+Do I need a UV filter?
Many substrates contain optical brighteners (also known as OBA's). These brighteners absorb ultraviolet (UV) light and reflect it into visible blue light, causing the human eye to see a more light than is actually shining on the brightened subject. A spectrophotometer will also detect this effect, but without a human brain to interpret the results, it has a tendency to read the white of your substrates as slightly more blue. Based on this information, your ICC profile calculations may result in a yellowish cast to 'fix' the blue.
If you aren't sure that the papers you are using have UV brightenters, a quick scan with a blacklight is the best way to check. And it's really fun.
So, now that you've determined that OBA's have made their way into your workflow what should you do to get the best results?

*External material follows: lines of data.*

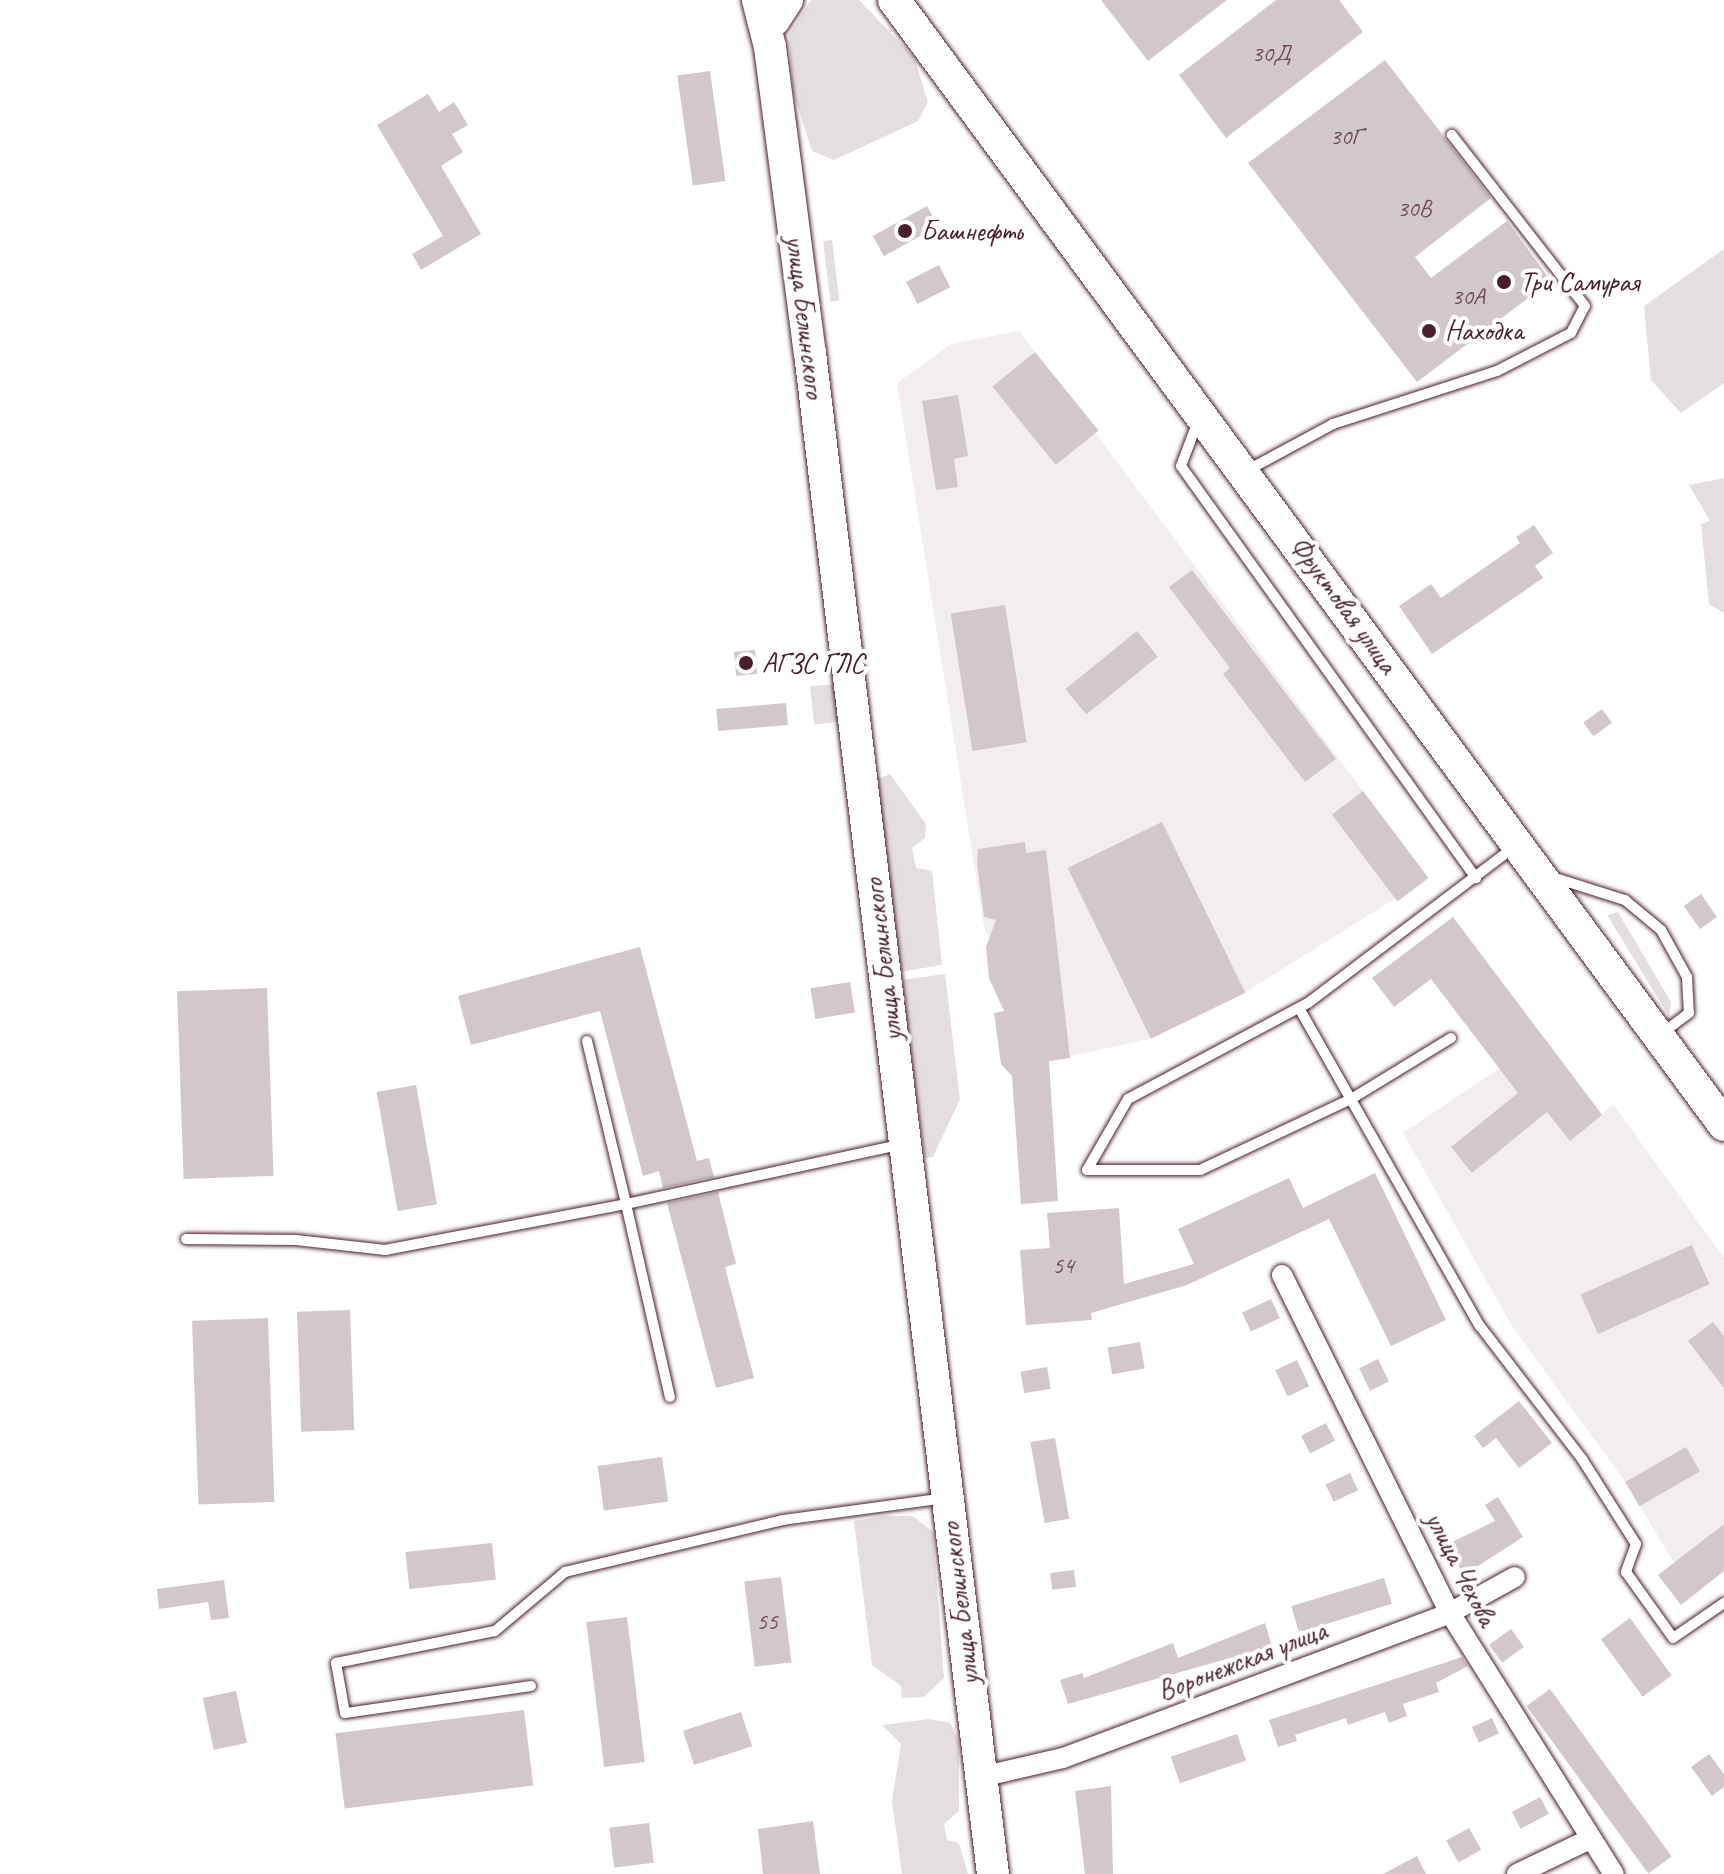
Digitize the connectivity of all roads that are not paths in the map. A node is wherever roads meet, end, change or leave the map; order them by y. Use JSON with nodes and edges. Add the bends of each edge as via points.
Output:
{"nodes":[{"id":1,"x":875,"y":0,"type":"edge"},
{"id":2,"x":774,"y":13,"type":"edge"},
{"id":3,"x":902,"y":14,"type":"edge"},
{"id":4,"x":1452,"y":135,"type":"dead end"},
{"id":5,"x":1202,"y":411,"type":"junction"},
{"id":6,"x":1246,"y":472,"type":"junction"},
{"id":7,"x":1519,"y":843,"type":"junction"},
{"id":8,"x":1541,"y":873,"type":"junction"},
{"id":9,"x":1476,"y":878,"type":"junction"},
{"id":10,"x":1299,"y":1008,"type":"junction"},
{"id":11,"x":1659,"y":1035,"type":"junction"},
{"id":12,"x":1451,"y":1038,"type":"dead end"},
{"id":13,"x":587,"y":1041,"type":"dead end"},
{"id":14,"x":1351,"y":1099,"type":"junction"},
{"id":15,"x":1720,"y":1111,"type":"edge"},
{"id":16,"x":905,"y":1144,"type":"junction"},
{"id":17,"x":626,"y":1204,"type":"junction"},
{"id":18,"x":186,"y":1239,"type":"dead end"},
{"id":19,"x":1282,"y":1275,"type":"dead end"},
{"id":20,"x":670,"y":1397,"type":"dead end"},
{"id":21,"x":947,"y":1498,"type":"junction"},
{"id":22,"x":1515,"y":1577,"type":"dead end"},
{"id":23,"x":1724,"y":1603,"type":"edge"},
{"id":24,"x":1450,"y":1613,"type":"junction"},
{"id":25,"x":531,"y":1686,"type":"dead end"},
{"id":26,"x":981,"y":1777,"type":"junction"},
{"id":27,"x":1590,"y":1839,"type":"junction"},
{"id":28,"x":993,"y":1874,"type":"edge"},
{"id":29,"x":1517,"y":1874,"type":"edge"},
{"id":30,"x":1614,"y":1874,"type":"edge"}],
"edges":[{"from":1,"to":3,"type":"main road","name":"Фруктовая улица"},
{"from":2,"to":16,"type":"main road","name":"улица Белинского"},
{"from":3,"to":5,"type":"main road","name":"Фруктовая улица"},
{"from":4,"to":6,"type":"lane","via":[[1585,306],[1571,333],[1497,371],[1333,424]]},
{"from":5,"to":6,"type":"main road","name":"Фруктовая улица"},
{"from":5,"to":9,"type":"lane","via":[[1181,466]]},
{"from":6,"to":7,"type":"main road","name":"Фруктовая улица"},
{"from":7,"to":8,"type":"main road","name":"Фруктовая улица"},
{"from":7,"to":9,"type":"lane"},
{"from":8,"to":11,"type":"main road","name":"Фруктовая улица"},
{"from":8,"to":11,"type":"lane","via":[[1625,900],[1661,930],[1687,977],[1689,1013]]},
{"from":9,"to":10,"type":"lane"},
{"from":10,"to":14,"type":"lane"},
{"from":10,"to":14,"type":"lane","via":[[1128,1099],[1087,1170],[1200,1170]]},
{"from":11,"to":15,"type":"main road","name":"Фруктовая улица"},
{"from":12,"to":14,"type":"lane"},
{"from":13,"to":17,"type":"lane"},
{"from":14,"to":23,"type":"lane","via":[[1480,1326],[1582,1459],[1636,1544],[1626,1572],[1673,1638]]},
{"from":16,"to":17,"type":"lane"},
{"from":16,"to":21,"type":"main road","name":"улица Белинского"},
{"from":17,"to":18,"type":"lane","via":[[385,1250],[296,1240]]},
{"from":17,"to":20,"type":"lane"},
{"from":19,"to":24,"type":"street","name":"улица Чехова"},
{"from":21,"to":25,"type":"lane","via":[[783,1520],[565,1572],[495,1631],[336,1663],[345,1713]]},
{"from":21,"to":26,"type":"main road","name":"улица Белинского"},
{"from":22,"to":24,"type":"street","name":"Воронежская улица"},
{"from":24,"to":26,"type":"street","name":"Воронежская улица","via":[[1063,1758]]},
{"from":24,"to":27,"type":"street","name":"улица Чехова"},
{"from":26,"to":28,"type":"main road","name":"улица Белинского"},
{"from":27,"to":29,"type":"street"},
{"from":27,"to":30,"type":"street","name":"улица Чехова"}]}
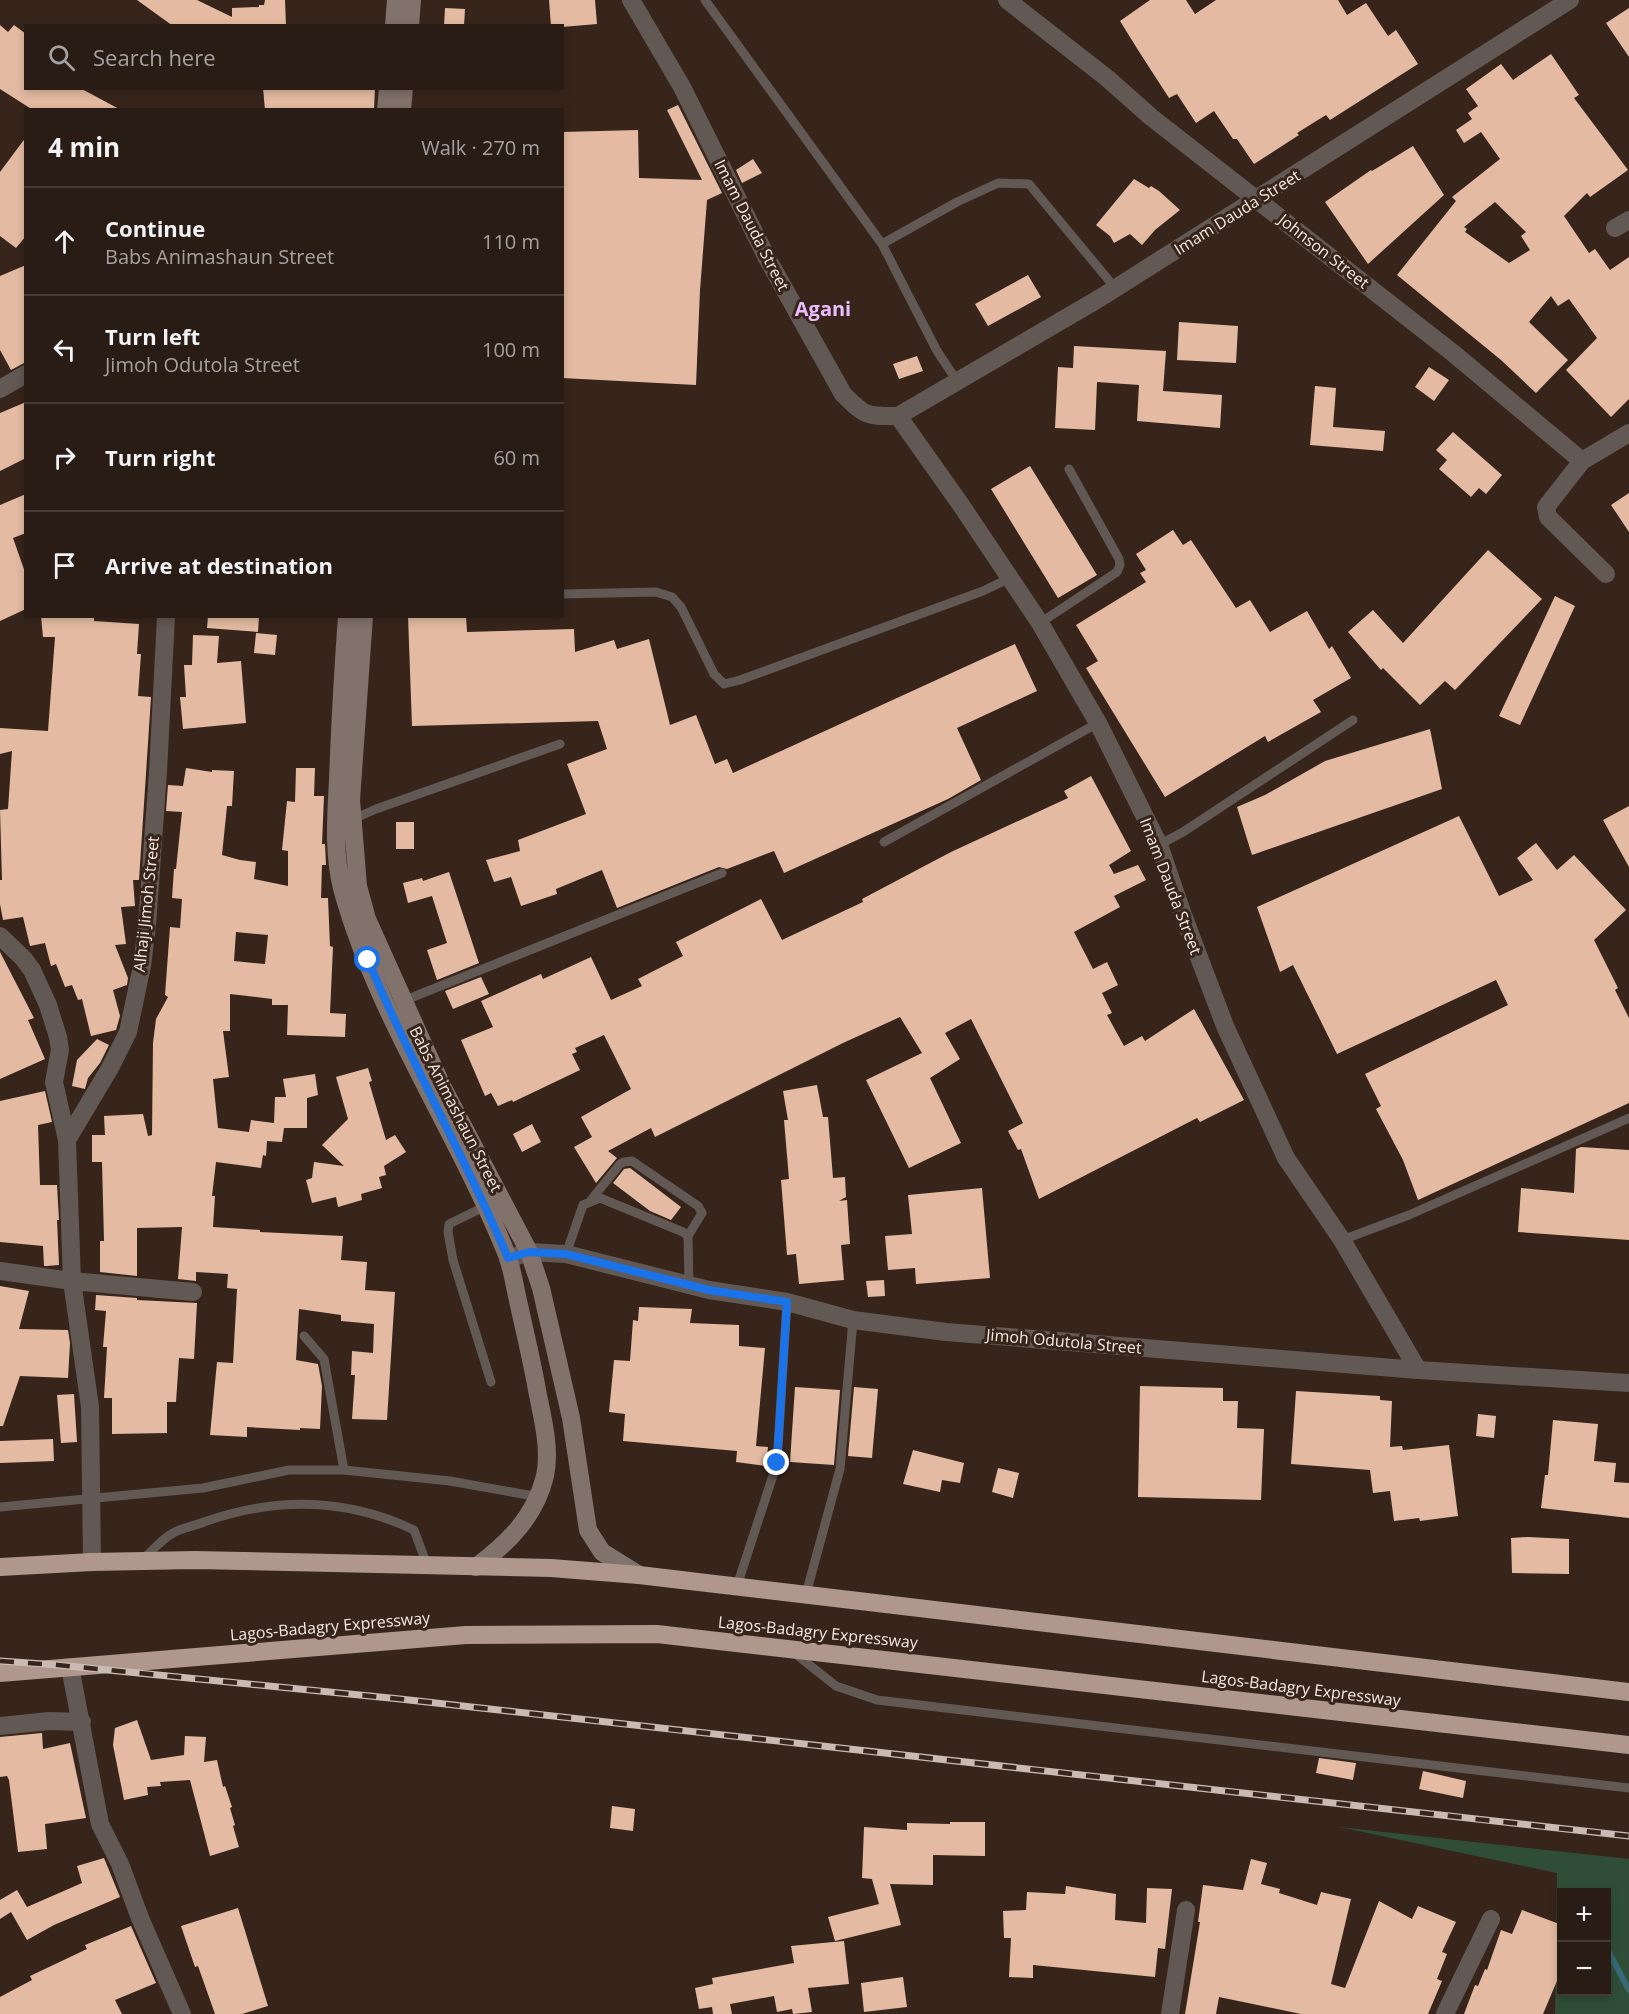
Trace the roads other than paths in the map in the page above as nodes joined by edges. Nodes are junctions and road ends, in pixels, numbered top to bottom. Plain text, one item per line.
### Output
1 (396, 0) edge
2 (412, 0) edge
3 (631, 0) edge
4 (705, 0) edge
5 (1007, 0) edge
6 (1570, 0) edge
7 (394, 24) edge
8 (410, 24) edge
9 (388, 90) edge
10 (404, 90) edge
11 (386, 108) edge
12 (402, 108) edge
13 (1257, 200) junction
14 (882, 244) junction
15 (1116, 289) junction
16 (24, 375) edge
17 (957, 381) junction
18 (0, 389) edge
19 (898, 416) junction
20 (1629, 433) edge
21 (1582, 461) junction
22 (1069, 469) dead end
23 (1606, 574) dead end
24 (1010, 578) junction
25 (564, 594) edge
26 (166, 618) edge
27 (1040, 623) junction
28 (352, 629) edge
29 (1353, 720) dead end
30 (1098, 723) junction
31 (560, 744) dead end
32 (351, 820) junction
33 (884, 842) dead end
34 (1159, 845) junction
35 (722, 873) dead end
36 (0, 936) edge
37 (403, 1001) junction
38 (1629, 1118) edge
39 (67, 1140) junction
40 (591, 1200) junction
41 (486, 1206) junction
42 (688, 1236) junction
43 (1342, 1240) junction
44 (529, 1252) junction
45 (566, 1254) junction
46 (508, 1258) junction
47 (0, 1271) edge
48 (72, 1281) junction
49 (688, 1285) junction
50 (193, 1292) dead end
51 (787, 1302) junction
52 (853, 1320) junction
53 (304, 1336) dead end
54 (1418, 1370) junction
55 (491, 1382) dead end
56 (1629, 1383) edge
57 (344, 1470) junction
58 (92, 1497) junction
59 (539, 1497) junction
60 (0, 1507) edge
61 (92, 1562) junction
62 (140, 1562) junction
63 (427, 1565) junction
64 (0, 1567) edge
65 (476, 1567) junction
66 (639, 1575) junction
67 (737, 1586) junction
68 (806, 1594) junction
69 (787, 1648) junction
70 (70, 1667) junction
71 (0, 1673) edge
72 (1629, 1692) edge
73 (82, 1722) junction
74 (0, 1726) edge
75 (1629, 1745) edge
76 (1629, 1788) edge
77 (1186, 1910) dead end
78 (1491, 1919) dead end
79 (182, 2014) edge
80 (1170, 2014) edge
81 (1445, 2014) edge

1 - 7 main road
2 - 8 main road
3 - 19 street, Imam Dauda Street
4 - 14 lane
5 - 13 street, Johnson Street
6 - 13 street, Imam Dauda Street
9 - 11 main road
10 - 12 main road
13 - 15 street, Imam Dauda Street
13 - 21 street, Johnson Street
14 - 15 lane
14 - 17 lane
15 - 17 street, Imam Dauda Street
16 - 18 street
17 - 19 street, Imam Dauda Street
19 - 24 street, Imam Dauda Street
20 - 21 street
21 - 23 street
22 - 27 lane
24 - 25 lane
24 - 27 street, Imam Dauda Street
26 - 39 street, Alhaji Jimoh Street
27 - 30 street, Imam Dauda Street
28 - 32 main road, Babs Animashaun Street
28 - 41 main road, Babs Animashaun Street
29 - 34 lane
30 - 33 lane
30 - 34 street, Imam Dauda Street
31 - 32 lane
32 - 37 main road, Babs Animashaun Street
34 - 43 street, Imam Dauda Street
35 - 37 lane
36 - 39 street
37 - 44 main road, Babs Animashaun Street
38 - 43 lane
39 - 48 street
40 - 42 lane
40 - 42 lane
40 - 45 lane
41 - 46 main road, Babs Animashaun Street
41 - 55 lane
42 - 49 lane
43 - 54 street, Imam Dauda Street
44 - 45 street, Jimoh Odutola Street
44 - 46 street, Jimoh Odutola Street
44 - 66 main road, Babs Animashaun Street
45 - 49 street, Jimoh Odutola Street
46 - 59 main road, Babs Animashaun Street
47 - 48 street
48 - 50 street
48 - 58 street
49 - 51 street, Jimoh Odutola Street
51 - 52 street, Jimoh Odutola Street
51 - 67 lane
52 - 54 street, Jimoh Odutola Street
52 - 68 lane
53 - 57 lane
54 - 56 street, Jimoh Odutola Street
57 - 58 lane
57 - 59 lane
58 - 60 lane
58 - 61 street
59 - 65 main road, Babs Animashaun Street
61 - 62 highway
61 - 64 highway
62 - 63 highway
62 - 63 lane
63 - 65 highway
65 - 66 highway
66 - 67 highway
67 - 68 highway
68 - 72 highway
69 - 70 highway, Lagos-Badagry Expressway
69 - 75 highway, Lagos-Badagry Expressway
69 - 76 lane
70 - 71 highway, Lagos-Badagry Expressway
70 - 73 street
73 - 74 street
73 - 79 street
77 - 80 street
78 - 81 street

The answer depends on your hardware and software combination. Here's a handy review of X-Rite products for your perusal.
- ColorMunki - UV is always excluded.
- i1Pro - Can be purchased with or without UV filter - check with your software manufacturer for recommended filter options
- i1iSis - UV excluded, UV included or dual measurements - check with your software manufacturer for recommended filter options
- OBC (available with i1iSis) - After comparing the difference between UV included and UV excluded measurements a visual evaluation testchart is generated. Based on your visual feedback the software creates an ICC profile with the appropriate measurements for the amount of optical brighteners in your substrate.
- i1Match - Optical brightener compensation will always be applied when UV brighteners are detected in your paper white measurement. Print with perceptual rendering intent for best results.
- MonacoProfiler - UV filtered instruments are recommended.
- ProfileMaker - Optical brightener compenstation will be available when UV brighteners are detected in your paper white measurement. Experiment by making profiles with the compensation on or off to see which setting is best for your substrate. Print with perceptual rendering intent for best results.